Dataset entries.
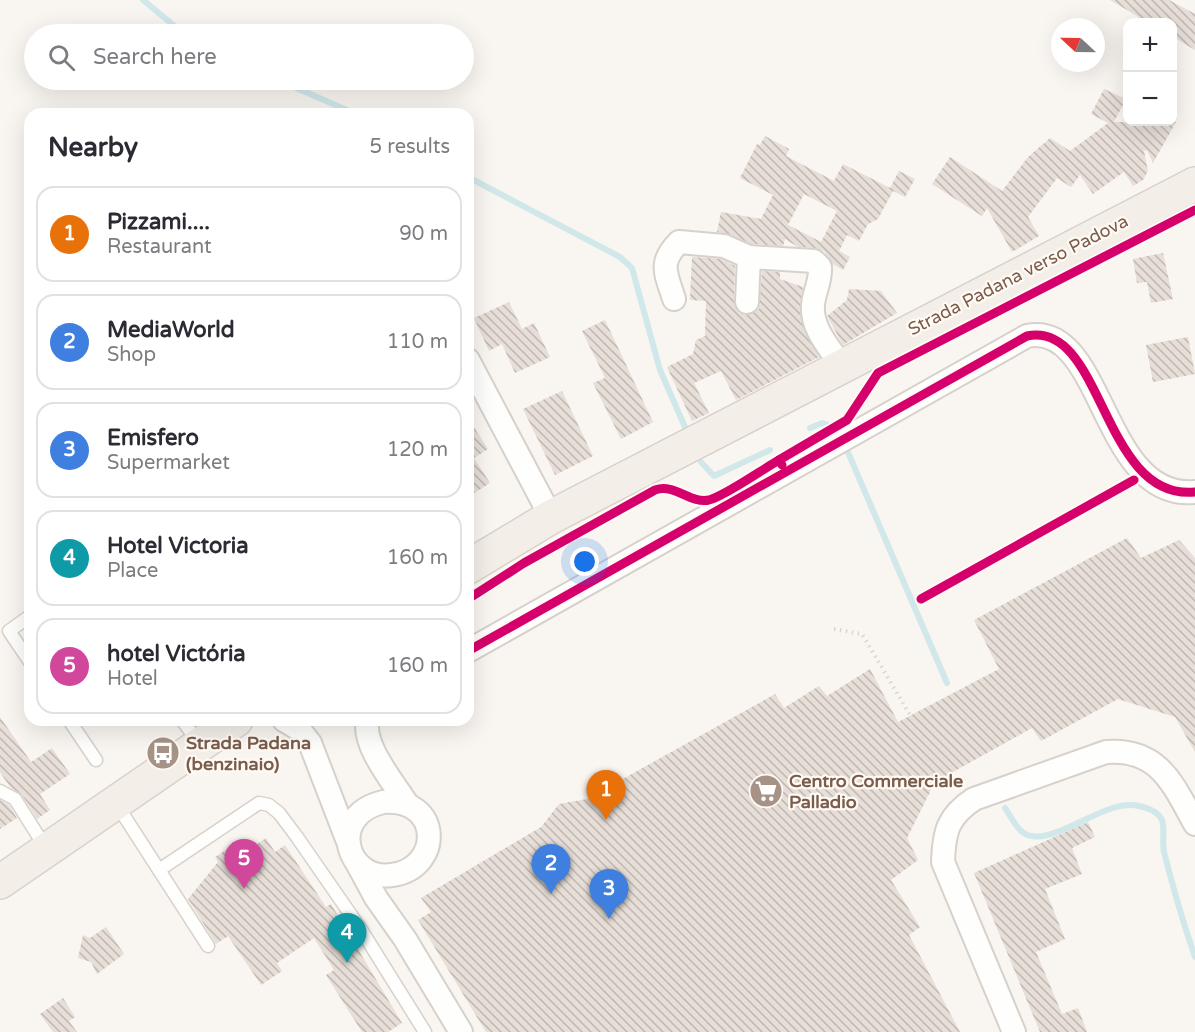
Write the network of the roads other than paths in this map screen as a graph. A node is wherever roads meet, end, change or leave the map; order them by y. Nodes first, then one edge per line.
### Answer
1 (1195, 184) edge
2 (749, 257) junction
3 (674, 299) dead end
4 (747, 302) dead end
5 (841, 365) junction
6 (474, 371) edge
7 (1195, 492) edge
8 (550, 517) junction
9 (474, 563) edge
10 (24, 620) edge
11 (474, 648) edge
12 (24, 653) edge
13 (73, 726) edge
14 (214, 726) edge
15 (294, 726) edge
16 (354, 726) edge
17 (367, 726) edge
18 (191, 732) edge
19 (96, 760) dead end
20 (0, 791) edge
21 (117, 804) junction
22 (407, 804) junction
23 (365, 808) junction
24 (1195, 824) edge
25 (346, 839) junction
26 (48, 851) junction
27 (357, 863) junction
28 (159, 870) junction
29 (404, 872) junction
30 (0, 882) edge
31 (405, 939) junction
32 (208, 946) dead end
33 (425, 1032) edge
34 (461, 1032) edge
35 (1014, 1032) edge

1 - 5 main road, Strada Padana verso Padova
2 - 3 street
2 - 4 street
2 - 5 street
5 - 8 main road, Strada Padana verso Padova
6 - 8 street
7 - 11 street
8 - 9 main road, Strada Padana verso Padova
10 - 12 lane
13 - 19 lane
14 - 18 main road
15 - 25 street
16 - 23 street
17 - 22 street
18 - 21 main road
20 - 26 lane
21 - 26 main road
21 - 28 lane
22 - 23 street
22 - 29 street
23 - 25 street
24 - 35 street
25 - 27 street
26 - 30 main road
27 - 29 street
27 - 31 street
28 - 32 lane
28 - 33 lane
29 - 31 street
31 - 34 street

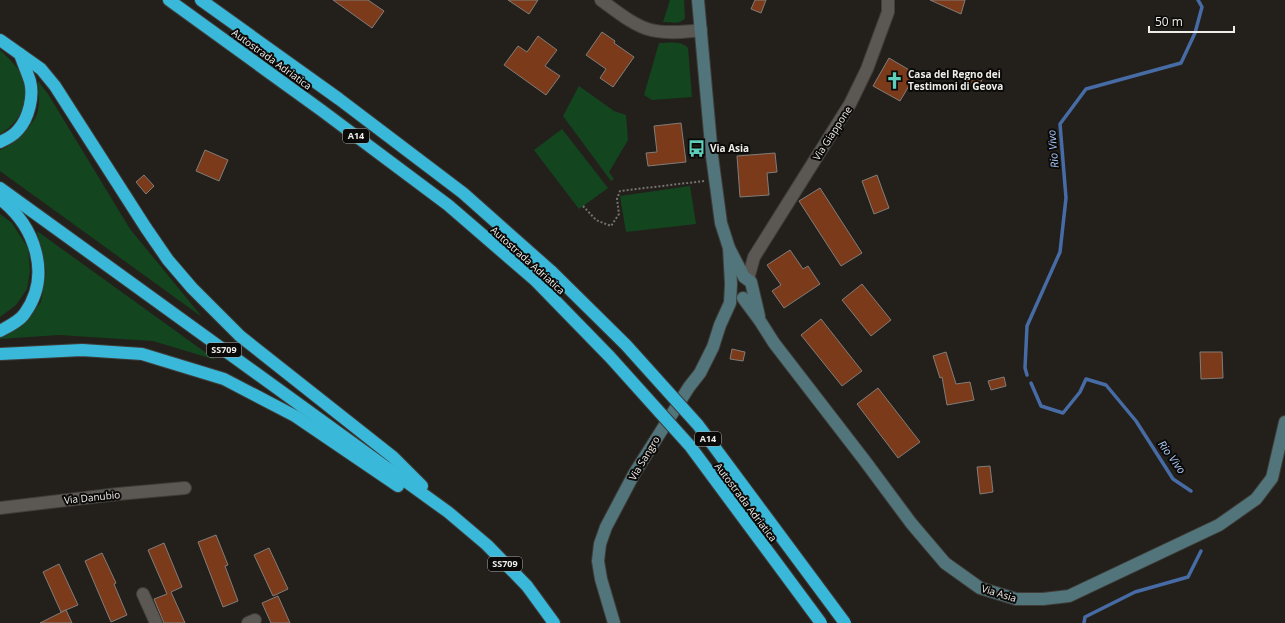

THE TASK. Count every line of the records that includes "dead", and give that number with no other words.

RESULT FOR THIS EXERCISE. 4